A alegação dos bancos, e do governo, é a de que não havia outra opção. Caso não seguissem o que determinaram os planos, os bancos corriam o risco de sanções administrativas e até de serem impedidos de atuar no mercado financeiro. De acordo com memoriais entregues pelo Banco Central ao STF, o governo agiu no seu dever constitucional de manter a estabilidade monetária do país. E os bancos alegam que não poderiam ter feito nada diferente, já que a desobediência às regras do BC acarretaria em sanções administrativas.
O que os poupadores reclamam, no entanto, é da aplicação retroativa dos índices de correção fixados abaixo da inflação. Alegam que os mecanismos dos planos deveriam se aplicar apenas aos novos contratos, e não aos que já estavam em andamento. A retroação, dizem, viola "ato jurídico perfeito", que são os contratos de caderneta de poupança, e o "direito adquirido" a ver suas cadernetas renderem de acordo com a inflação medida pelo IPC, infringindo o inciso XXXVIII do artigo 5º da Constituição.
Portanto, o que está para o STF definir é se essa aplicação retroativa foi constitucional ou não. Caso decida que foi inconstitucional, os bancos deverão pagar as diferenças entre a correção monetária aplicada pelos planos econômicos e a correção feita de acordo com o IPC, índice que mede a inflação e que era usado como parâmetro de correção das cadernetas. Essa diferença é o que são chamados expurgos inflacionários.
Com calma
E se os bancos ainda não têm certeza da vitória, e até contam com a derrota, é melhor que o Supremo espere e, por enquanto, deixe tudo como está. É que o Superior Tribunal de Justiça, em 2010, praticamente resolveu a questão. Decidiu que o prazo para propor ações coletivas era de cinco anos, e não 20, como vinha sendo decidido por alguns tribunais e definiu a forma de correção das cadernetas de poupança.

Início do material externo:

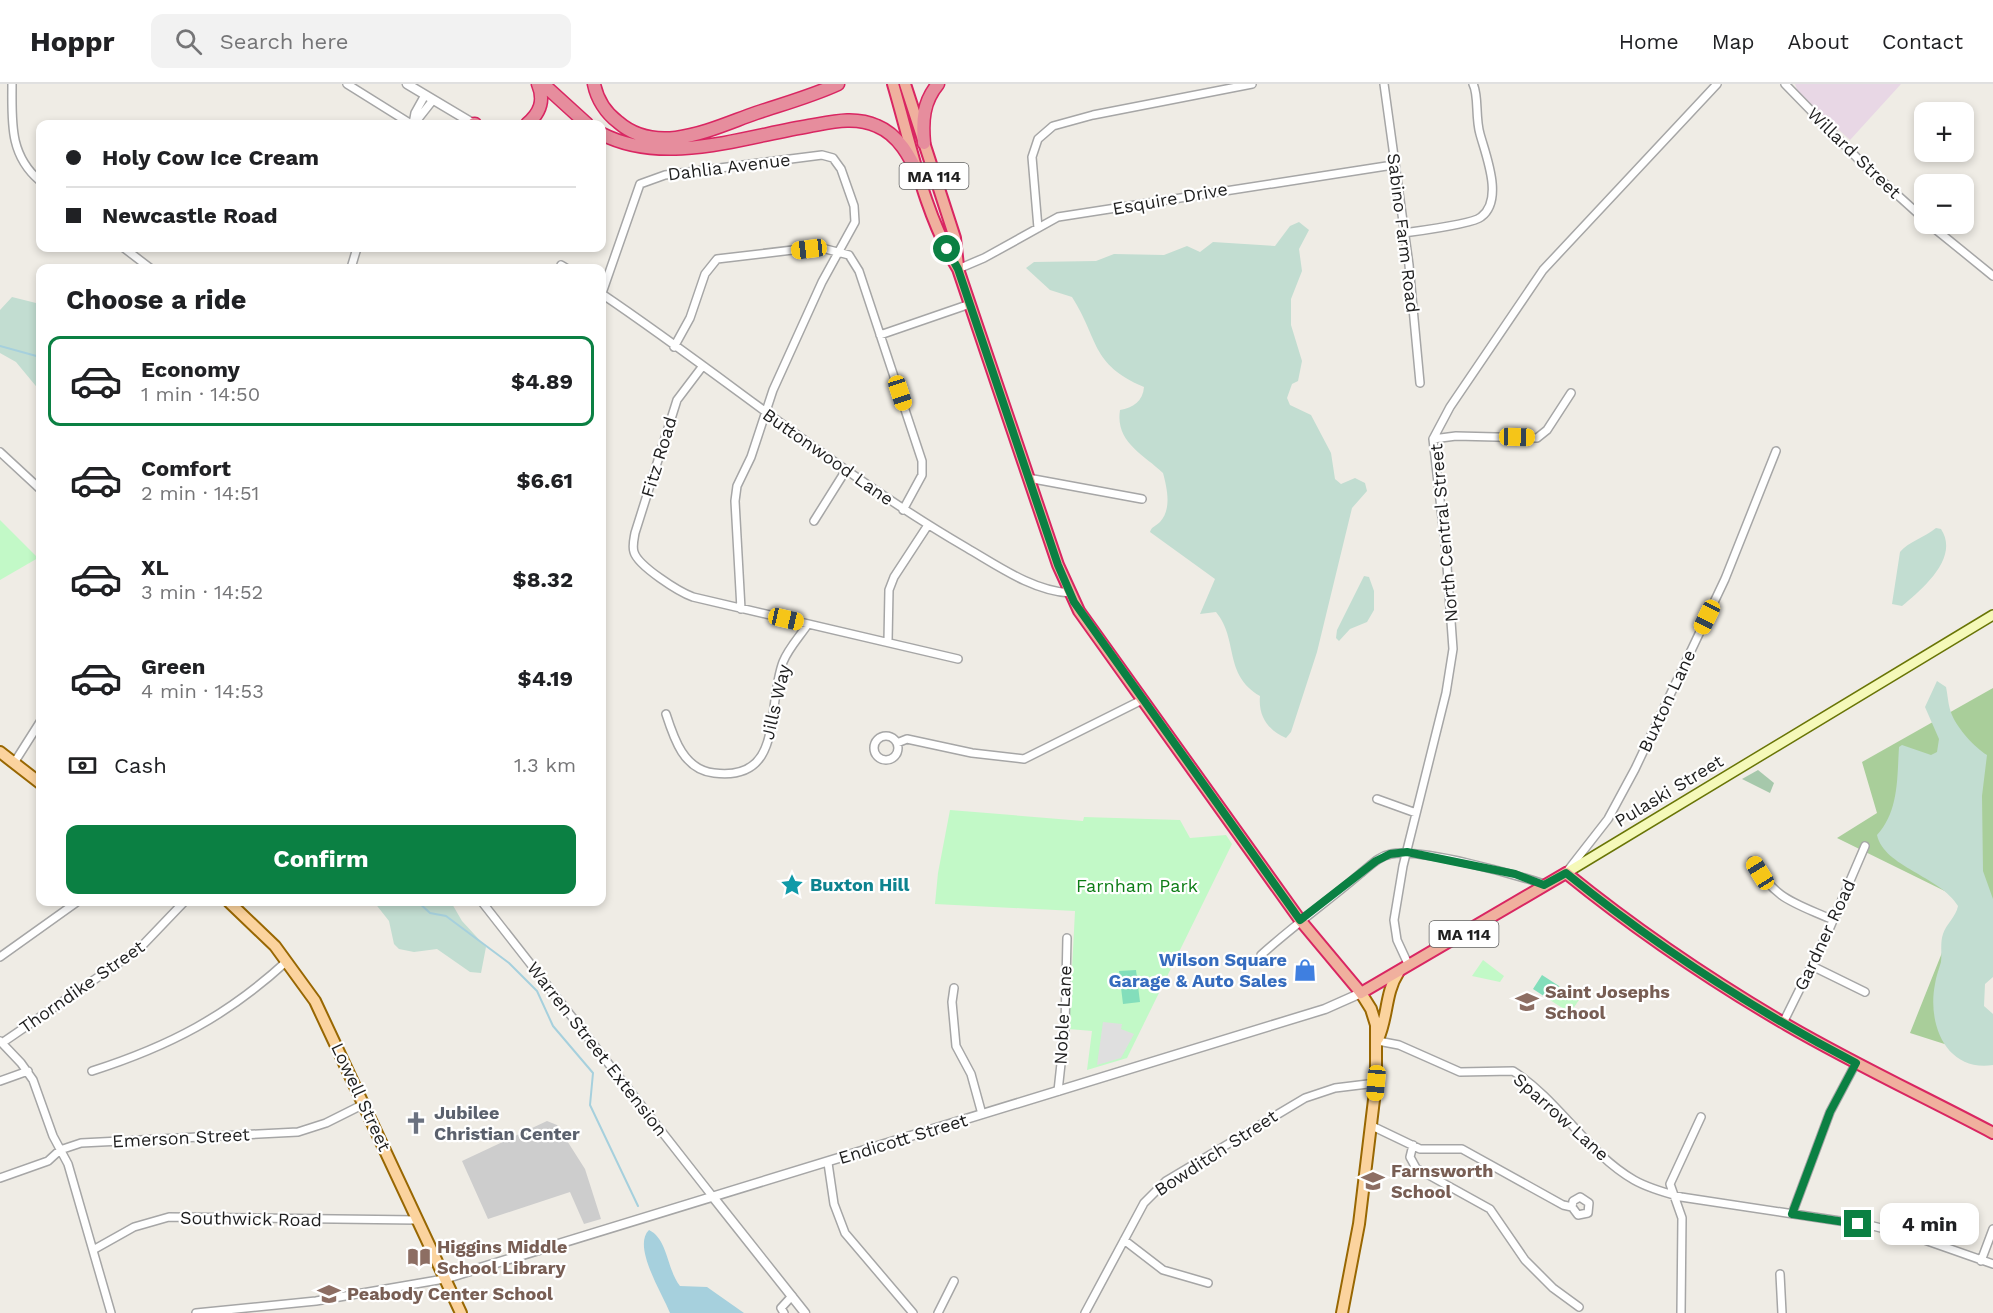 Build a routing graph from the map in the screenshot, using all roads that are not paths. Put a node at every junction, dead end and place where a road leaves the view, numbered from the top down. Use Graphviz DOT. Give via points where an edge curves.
graph roads {
  1 [pos="12,84"];
  2 [pos="346,84"];
  3 [pos="407,84"];
  4 [pos="538,84"];
  5 [pos="543,84"];
  6 [pos="594,84"];
  7 [pos="838,84"];
  8 [pos="893,84"];
  9 [pos="905,84"];
  10 [pos="938,84"];
  11 [pos="1252,84"];
  12 [pos="1384,84"];
  13 [pos="1473,84"];
  14 [pos="1717,84"];
  15 [pos="1785,84"];
  16 [pos="429,97"];
  17 [pos="406,120"];
  18 [pos="414,120"];
  19 [pos="468,120"];
  20 [pos="530,120"];
  21 [pos="583,120"];
  22 [pos="606,137"];
  23 [pos="924,143"];
  24 [pos="1393,165"];
  25 [pos="36,177"];
  26 [pos="920,178"];
  27 [pos="1914,210"];
  28 [pos="1038,228"];
  29 [pos="1404,233"];
  30 [pos="1941,234"];
  31 [pos="839,250"];
  32 [pos="129,252"];
  33 [pos="145,264"];
  34 [pos="958,269"];
  35 [pos="1993,276"];
  36 [pos="606,282"];
  37 [pos="606,297"];
  38 [pos="970,304"];
  39 [pos="880,335"];
  40 [pos="674,347"];
  41 [pos="702,367"];
  42 [pos="1420,383"];
  43 [pos="1571,393"];
  44 [pos="767,414"];
  45 [pos="1432,439"];
  46 [pos="1776,451"];
  47 [pos="0,452"];
  48 [pos="846,470"];
  49 [pos="1028,478"];
  50 [pos="36,485"];
  51 [pos="1142,499"];
  52 [pos="903,510"];
  53 [pos="814,521"];
  54 [pos="928,525"];
  55 [pos="1070,593"];
  56 [pos="741,609"];
  57 [pos="1993,615"];
  58 [pos="808,624"];
  59 [pos="888,641"];
  60 [pos="958,658"];
  61 [pos="1142,700"];
  62 [pos="666,714"];
  63 [pos="36,728"];
  64 [pos="897,743"];
  65 [pos="0,752"];
  66 [pos="14,763"];
  67 [pos="36,780"];
  68 [pos="1377,799"];
  69 [pos="1416,813"];
  70 [pos="1865,846"];
  71 [pos="1407,852"];
  72 [pos="1752,861"];
  73 [pos="1566,873"];
  74 [pos="1544,885"];
  75 [pos="71,906"];
  76 [pos="180,906"];
  77 [pos="233,906"];
  78 [pos="485,906"];
  79 [pos="1300,920"];
  80 [pos="1833,920"];
  81 [pos="1066,938"];
  82 [pos="1261,955"];
  83 [pos="0,957"];
  84 [pos="287,961"];
  85 [pos="1409,966"];
  86 [pos="1812,966"];
  87 [pos="1398,973"];
  88 [pos="954,988"];
  89 [pos="1865,992"];
  90 [pos="1361,993"];
  91 [pos="1783,1023"];
  92 [pos="1378,1040"];
  93 [pos="1,1042"];
  94 [pos="1856,1063"];
  95 [pos="28,1071"];
  96 [pos="92,1071"];
  97 [pos="0,1081"];
  98 [pos="1376,1083"];
  99 [pos="1058,1091"];
  100 [pos="364,1104"];
  101 [pos="982,1114"];
  102 [pos="1701,1117"];
  103 [pos="1372,1126"];
  104 [pos="1993,1133"];
  105 [pos="1413,1145"];
  106 [pos="60,1150"];
  107 [pos="828,1163"];
  108 [pos="0,1178"];
  109 [pos="1672,1193"];
  110 [pos="713,1197"];
  111 [pos="1572,1207"];
  112 [pos="1792,1214"];
  113 [pos="417,1220"];
  114 [pos="1993,1229"];
  115 [pos="1124,1240"];
  116 [pos="93,1250"];
  117 [pos="1981,1261"];
  118 [pos="1993,1264"];
  119 [pos="1780,1274"];
  120 [pos="444,1279"];
  121 [pos="954,1281"];
  122 [pos="1208,1283"];
  123 [pos="792,1296"];
  124 [pos="1579,1307"];
  125 [pos="111,1313"];
  126 [pos="196,1313"];
  127 [pos="461,1313"];
  128 [pos="784,1313"];
  129 [pos="805,1313"];
  130 [pos="913,1313"];
  131 [pos="938,1313"];
  132 [pos="1085,1313"];
  133 [pos="1342,1313"];
  134 [pos="1681,1313"];
  135 [pos="1782,1313"];
  1 -- 25 [label="street" via="16,147 22,163"];
  2 -- 17 [label="street"];
  3 -- 16 [label="street"];
  4 -- 20 [label="highway" via="542,92 539,110"];
  5 -- 21 [label="highway"];
  6 -- 7 [label="highway" via="608,112 624,128 644,137 669,139 708,130"];
  8 -- 26 [label="highway, MA 114"];
  9 -- 23 [label="highway, MA 114"];
  10 -- 23 [label="highway" via="923,117"];
  11 -- 28 [label="street" via="1053,126 1038,139 1032,157"];
  12 -- 24 [label="street, Sabino Farm Road"];
  13 -- 29 [label="street" via="1477,91 1475,118 1492,184 1491,206 1480,219"];
  14 -- 45 [label="street, North Central Street" via="1543,270"];
  15 -- 27 [label="street, Willard Street" via="1857,159"];
  16 -- 18 [label="street"];
  16 -- 19 [label="street"];
  22 -- 26 [label="highway" via="648,149 673,150 854,120 886,131 904,149"];
  23 -- 34 [label="highway, MA 114" via="955,238"];
  24 -- 28 [label="street, Esquire Drive" via="1058,218"];
  24 -- 29 [label="street, Sabino Farm Road"];
  26 -- 34 [label="highway, MA 114" via="939,232"];
  28 -- 34 [label="street, Esquire Drive"];
  29 -- 42 [label="street, Sabino Farm Road"];
  30 -- 35 [label="street"];
  31 -- 36 [label="street, Dahlia Avenue" via="854,227 856,216 841,169 829,156 665,175 645,180 634,194"];
  31 -- 39 [label="street" via="856,264"];
  31 -- 40 [label="street" via="819,247 717,259 705,274 690,318"];
  31 -- 44 [label="street" via="773,390"];
  32 -- 33 [label="street"];
  34 -- 38 [label="highway, MA 114"];
  37 -- 40 [label="street, Buttonwood Lane"];
  38 -- 39 [label="street"];
  38 -- 49 [label="highway, MA 114"];
  39 -- 52 [label="street" via="922,468"];
  40 -- 41 [label="street, Buttonwood Lane"];
  41 -- 44 [label="street, Buttonwood Lane"];
  41 -- 56 [label="street, Fitz Road" via="677,400 635,533 634,554 680,592"];
  43 -- 45 [label="street" via="1547,430 1537,438"];
  44 -- 48 [label="street, Buttonwood Lane"];
  44 -- 56 [label="street" via="736,493"];
  45 -- 69 [label="street, North Central Street" via="1453,649"];
  46 -- 73 [label="street, Buxton Lane" via="1725,579 1631,776 1596,837"];
  47 -- 50 [label="street"];
  48 -- 52 [label="street, Buttonwood Lane"];
  48 -- 53 [label="street"];
  49 -- 51 [label="street"];
  49 -- 55 [label="highway, MA 114"];
  52 -- 54 [label="street, Buttonwood Lane"];
  54 -- 55 [label="street, Buttonwood Lane" via="1028,581 1052,591"];
  54 -- 59 [label="street" via="889,590"];
  55 -- 61 [label="highway, MA 114"];
  56 -- 58 [label="street"];
  57 -- 73 [label="main road, Pulaski Street"];
  58 -- 59 [label="street"];
  58 -- 62 [label="street, Jills Way" via="783,661 769,738 755,766 737,775 697,768 675,740"];
  59 -- 60 [label="street"];
  61 -- 64 [label="street" via="1024,759 907,740"];
  61 -- 79 [label="highway, MA 114"];
  63 -- 66 [label="street"];
  65 -- 66 [label="main road"];
  66 -- 67 [label="main road"];
  68 -- 69 [label="street"];
  69 -- 71 [label="street, North Central Street"];
  70 -- 80 [label="street, Gardner Road"];
  71 -- 74 [label="street" via="1515,874"];
  71 -- 79 [label="street" via="1376,861"];
  71 -- 85 [label="street, North Central Street" via="1394,929"];
  72 -- 80 [label="street" via="1767,884 1782,897"];
  73 -- 74 [label="highway, Pulaski Street / MA 114"];
  73 -- 91 [label="highway" via="1674,952"];
  74 -- 85 [label="highway, Pulaski Street / MA 114"];
  75 -- 83 [label="street"];
  76 -- 93 [label="street, Thorndike Street" via="138,949"];
  77 -- 84 [label="main road, Lowell Street"];
  78 -- 110 [label="street, Warren Street Extension"];
  79 -- 82 [label="street"];
  79 -- 90 [label="highway, MA 114"];
  80 -- 86 [label="street, Gardner Road"];
  81 -- 99 [label="street, Noble Lane" via="1065,1027"];
  84 -- 96 [label="street" via="190,1033 158,1049"];
  84 -- 100 [label="main road, Lowell Street" via="323,1016"];
  85 -- 87 [label="highway, Pulaski Street / MA 114"];
  86 -- 89 [label="street"];
  86 -- 91 [label="street, Gardner Road"];
  87 -- 90 [label="highway, Pulaski Street / MA 114"];
  87 -- 92 [label="main road" via="1388,992 1386,1017"];
  88 -- 101 [label="street" via="951,1002 956,1046 971,1074"];
  90 -- 92 [label="main road" via="1374,1015"];
  90 -- 99 [label="street, Endicott Street" via="1325,1009"];
  91 -- 94 [label="highway"];
  92 -- 98 [label="main road"];
  92 -- 109 [label="street, Sparrow Lane" via="1460,1072 1513,1071 1624,1174"];
  93 -- 95 [label="street"];
  94 -- 104 [label="highway"];
  94 -- 112 [label="street" via="1830,1112"];
  95 -- 97 [label="street"];
  95 -- 106 [label="street"];
  98 -- 103 [label="main road"];
  98 -- 115 [label="street, Bowditch Street" via="1335,1088 1305,1098 1166,1181 1148,1196"];
  99 -- 101 [label="street, Endicott Street"];
  100 -- 106 [label="street, Emerson Street" via="306,1131 81,1143"];
  100 -- 113 [label="main road, Lowell Street"];
  101 -- 107 [label="street, Endicott Street"];
  102 -- 109 [label="street" via="1670,1184"];
  103 -- 105 [label="street"];
  103 -- 133 [label="main road" via="1355,1251"];
  105 -- 111 [label="street" via="1425,1150 1462,1149"];
  105 -- 124 [label="street" via="1412,1164 1490,1209 1525,1260"];
  106 -- 108 [label="street, Emerson Street" via="48,1161"];
  106 -- 116 [label="street" via="71,1172"];
  107 -- 110 [label="street, Endicott Street"];
  107 -- 130 [label="street" via="834,1204 845,1233"];
  109 -- 112 [label="street, Sparrow Lane"];
  109 -- 134 [label="street" via="1682,1218"];
  110 -- 120 [label="street, Endicott Street"];
  110 -- 123 [label="street"];
  112 -- 117 [label="street, Sparrow Lane" via="1905,1234"];
  113 -- 116 [label="street, Southwick Road" via="169,1217 134,1227"];
  113 -- 120 [label="main road, Lowell Street"];
  114 -- 117 [label="street"];
  115 -- 122 [label="street" via="1163,1270"];
  115 -- 132 [label="street, Bowditch Street"];
  116 -- 125 [label="street"];
  117 -- 118 [label="street, Sparrow Lane"];
  119 -- 135 [label="street"];
  120 -- 126 [label="street" via="316,1301"];
  120 -- 127 [label="main road, Lowell Street"];
  121 -- 131 [label="street"];
  123 -- 128 [label="street" via="781,1308"];
  123 -- 129 [label="street"];
}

Mas a questão, também do STJ, que os bancos estão interessados, foi definida em fevereiro deste ano pela 2ª Seção. Seguindo voto do ministro Sidnei Beneti, o tribunal entendeu que o prazo para particulares se habilitarem em ações coletivas é de cinco anos, contados a partir da propositura da ação no primeiro grau. Antes, a jurisprudência convivia com o prazo de cinco anos, definido no Código Civil de 2002, mas também com o de 20 anos, descrito no Código Civil anterior, de 1916.
Esse prazo de cinco anos termina no primeiro trimestre de 2014 para as principais ações. Outras terminam no início de 2015. Com a decisão do STJ de que o prazo para reclamar dos expurgos termina em cinco anos, 1.015 das 1.030 ações coletivas que corriam foram automaticamente extintas. Dessas 15, as principais que ficaram foram do HSBC, que absorveu as cadernetas de poupança do Bamerindus, e do Banco do Brasil. Outra delas é do Itaú, um dos maiores bancos privados a oferecer cadernetas de poupança na época.
Segundo Luiz Fernando Pereira, é por isso que os bancos estão pedindo "calma" aos ministros. Preferem que os membros da corte saiam de férias para refletir sobre o assunto e voltem em fevereiro, para discutir detidamente sobre a questão. A revista Consultor Jurídico não conseguiu contato com os representantes dos bancos até a conclusão desta reportagem.